─── Data listing

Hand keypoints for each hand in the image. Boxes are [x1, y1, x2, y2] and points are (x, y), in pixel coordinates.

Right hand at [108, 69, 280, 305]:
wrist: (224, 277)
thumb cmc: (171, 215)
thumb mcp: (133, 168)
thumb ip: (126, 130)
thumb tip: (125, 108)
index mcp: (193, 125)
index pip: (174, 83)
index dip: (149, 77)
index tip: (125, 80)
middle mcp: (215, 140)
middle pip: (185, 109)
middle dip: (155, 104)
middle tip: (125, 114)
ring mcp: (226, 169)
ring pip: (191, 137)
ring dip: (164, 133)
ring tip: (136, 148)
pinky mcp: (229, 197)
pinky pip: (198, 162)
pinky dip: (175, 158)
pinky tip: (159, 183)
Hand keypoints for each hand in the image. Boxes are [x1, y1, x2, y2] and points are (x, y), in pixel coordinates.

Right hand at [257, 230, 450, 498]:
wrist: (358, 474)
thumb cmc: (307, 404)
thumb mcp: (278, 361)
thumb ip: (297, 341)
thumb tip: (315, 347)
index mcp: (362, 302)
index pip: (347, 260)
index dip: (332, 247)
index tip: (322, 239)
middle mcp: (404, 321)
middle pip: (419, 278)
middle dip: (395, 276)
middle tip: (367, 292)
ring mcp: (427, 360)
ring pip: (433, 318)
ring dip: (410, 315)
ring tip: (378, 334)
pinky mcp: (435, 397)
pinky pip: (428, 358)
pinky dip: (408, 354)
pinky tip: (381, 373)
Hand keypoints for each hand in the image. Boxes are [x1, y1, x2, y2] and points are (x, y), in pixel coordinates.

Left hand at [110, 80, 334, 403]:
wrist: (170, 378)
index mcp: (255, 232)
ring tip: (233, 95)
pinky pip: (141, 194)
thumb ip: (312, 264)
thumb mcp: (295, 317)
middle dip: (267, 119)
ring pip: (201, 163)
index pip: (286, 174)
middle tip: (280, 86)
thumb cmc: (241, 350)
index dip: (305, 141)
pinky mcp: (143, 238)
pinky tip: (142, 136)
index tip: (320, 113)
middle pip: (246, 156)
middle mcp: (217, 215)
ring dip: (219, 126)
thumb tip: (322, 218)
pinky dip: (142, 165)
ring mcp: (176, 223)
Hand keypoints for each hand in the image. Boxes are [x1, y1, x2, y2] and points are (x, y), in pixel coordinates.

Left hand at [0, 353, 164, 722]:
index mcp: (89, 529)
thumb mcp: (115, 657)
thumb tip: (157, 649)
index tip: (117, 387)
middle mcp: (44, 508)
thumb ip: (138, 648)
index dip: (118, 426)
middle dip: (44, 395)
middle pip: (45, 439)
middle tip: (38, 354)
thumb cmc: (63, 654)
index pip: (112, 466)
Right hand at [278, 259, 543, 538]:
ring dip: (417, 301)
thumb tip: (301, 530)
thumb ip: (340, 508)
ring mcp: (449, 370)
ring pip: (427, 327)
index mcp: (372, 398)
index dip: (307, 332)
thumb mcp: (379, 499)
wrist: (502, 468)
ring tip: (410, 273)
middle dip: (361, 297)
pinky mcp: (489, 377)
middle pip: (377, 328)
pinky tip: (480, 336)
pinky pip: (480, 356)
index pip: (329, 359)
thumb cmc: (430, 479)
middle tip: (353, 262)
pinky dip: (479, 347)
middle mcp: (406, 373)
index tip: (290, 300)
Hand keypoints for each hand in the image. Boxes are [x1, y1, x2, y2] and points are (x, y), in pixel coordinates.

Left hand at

──────
─── Data listing

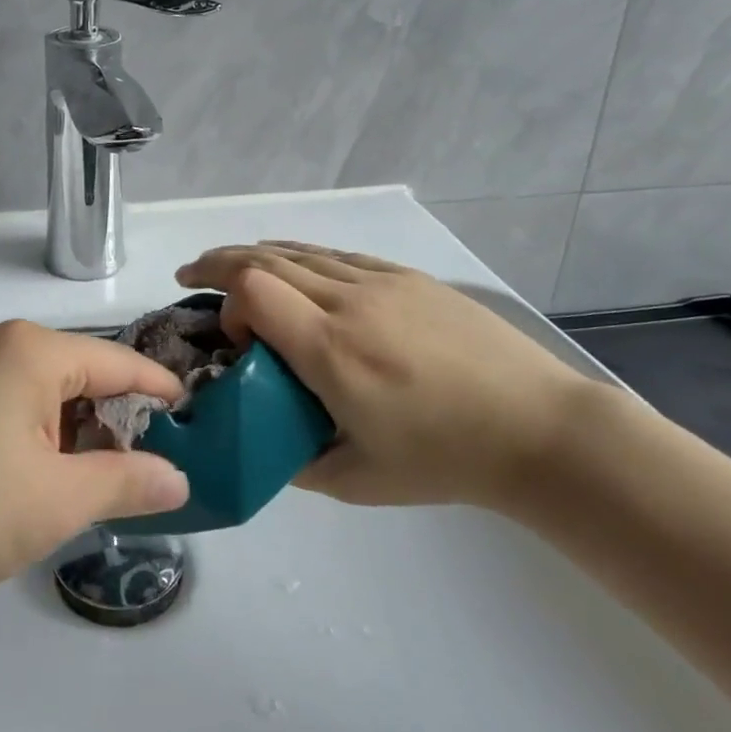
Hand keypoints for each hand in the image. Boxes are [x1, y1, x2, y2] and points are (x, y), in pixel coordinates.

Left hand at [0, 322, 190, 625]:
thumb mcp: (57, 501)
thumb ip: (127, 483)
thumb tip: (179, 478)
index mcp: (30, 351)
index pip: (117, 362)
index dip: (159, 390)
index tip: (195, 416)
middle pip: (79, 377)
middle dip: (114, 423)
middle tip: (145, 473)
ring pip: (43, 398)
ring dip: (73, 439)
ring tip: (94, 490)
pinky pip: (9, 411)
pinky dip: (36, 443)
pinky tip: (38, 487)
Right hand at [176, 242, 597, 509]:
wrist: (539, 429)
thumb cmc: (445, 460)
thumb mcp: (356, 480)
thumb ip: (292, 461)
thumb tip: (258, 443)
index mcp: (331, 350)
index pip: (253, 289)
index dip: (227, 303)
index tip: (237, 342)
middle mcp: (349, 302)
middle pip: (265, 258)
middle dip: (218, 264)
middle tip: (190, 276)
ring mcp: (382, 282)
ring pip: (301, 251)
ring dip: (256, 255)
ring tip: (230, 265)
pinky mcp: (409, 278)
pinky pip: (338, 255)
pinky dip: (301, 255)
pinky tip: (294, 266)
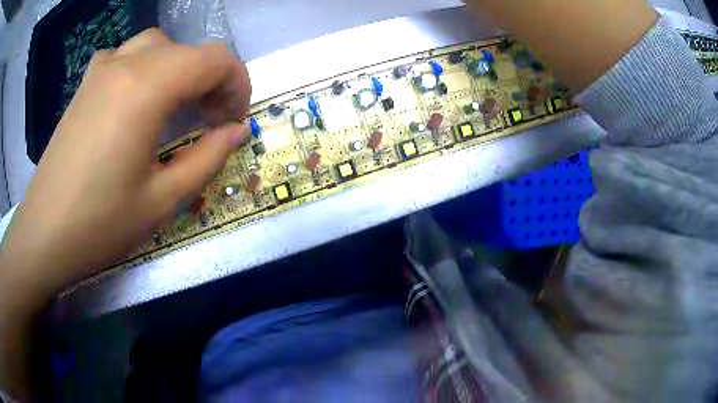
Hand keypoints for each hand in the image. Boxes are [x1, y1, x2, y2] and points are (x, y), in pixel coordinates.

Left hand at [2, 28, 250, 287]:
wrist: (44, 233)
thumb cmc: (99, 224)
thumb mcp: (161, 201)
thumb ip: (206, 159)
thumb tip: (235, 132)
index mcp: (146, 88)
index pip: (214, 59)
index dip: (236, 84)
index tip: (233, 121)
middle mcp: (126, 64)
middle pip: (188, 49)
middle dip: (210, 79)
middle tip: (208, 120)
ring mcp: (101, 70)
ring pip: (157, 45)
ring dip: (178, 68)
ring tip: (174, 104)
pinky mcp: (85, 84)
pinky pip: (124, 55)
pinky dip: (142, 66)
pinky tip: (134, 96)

──────
─── Data listing

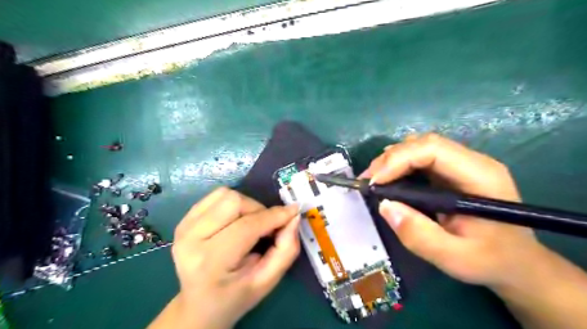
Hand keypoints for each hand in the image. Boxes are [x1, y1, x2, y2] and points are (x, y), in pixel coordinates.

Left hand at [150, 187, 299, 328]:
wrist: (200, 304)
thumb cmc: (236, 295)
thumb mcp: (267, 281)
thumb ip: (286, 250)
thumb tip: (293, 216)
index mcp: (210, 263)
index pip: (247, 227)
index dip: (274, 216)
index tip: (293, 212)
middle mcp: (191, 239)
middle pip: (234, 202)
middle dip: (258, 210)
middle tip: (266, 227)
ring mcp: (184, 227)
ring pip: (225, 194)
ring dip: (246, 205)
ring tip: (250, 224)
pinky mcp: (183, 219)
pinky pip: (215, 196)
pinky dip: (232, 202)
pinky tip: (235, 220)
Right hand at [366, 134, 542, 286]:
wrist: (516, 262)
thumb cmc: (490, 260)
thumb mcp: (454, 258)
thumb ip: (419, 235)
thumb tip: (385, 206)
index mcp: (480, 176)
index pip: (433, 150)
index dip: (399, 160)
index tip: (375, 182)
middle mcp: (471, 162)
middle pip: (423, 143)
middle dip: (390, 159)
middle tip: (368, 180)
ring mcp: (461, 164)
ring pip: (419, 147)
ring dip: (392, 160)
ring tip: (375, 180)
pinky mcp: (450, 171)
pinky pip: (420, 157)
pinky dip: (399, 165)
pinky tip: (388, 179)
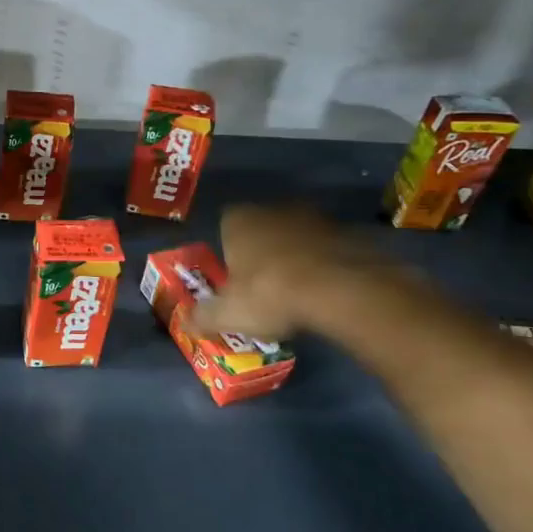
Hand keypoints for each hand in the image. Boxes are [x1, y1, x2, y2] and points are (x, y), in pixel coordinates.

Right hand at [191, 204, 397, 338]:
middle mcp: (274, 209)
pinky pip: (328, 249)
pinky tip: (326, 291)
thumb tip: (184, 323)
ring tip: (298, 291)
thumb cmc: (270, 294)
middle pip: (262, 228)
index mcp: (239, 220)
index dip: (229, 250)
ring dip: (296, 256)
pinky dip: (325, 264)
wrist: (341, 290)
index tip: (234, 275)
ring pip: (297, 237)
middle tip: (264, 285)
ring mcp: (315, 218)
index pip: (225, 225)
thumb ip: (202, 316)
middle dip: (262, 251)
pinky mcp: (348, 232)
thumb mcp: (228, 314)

──────

• **What is required**
Using the listing above, report each line that mentions the word "Left".

• **Completed task**
Left hand at [110, 80, 334, 403]:
Left hand at [0, 353, 164, 722]:
Left hand at
Left hand at [0, 322, 190, 625]:
Left hand at [2, 28, 250, 287]:
Left hand at [150, 187, 299, 328]:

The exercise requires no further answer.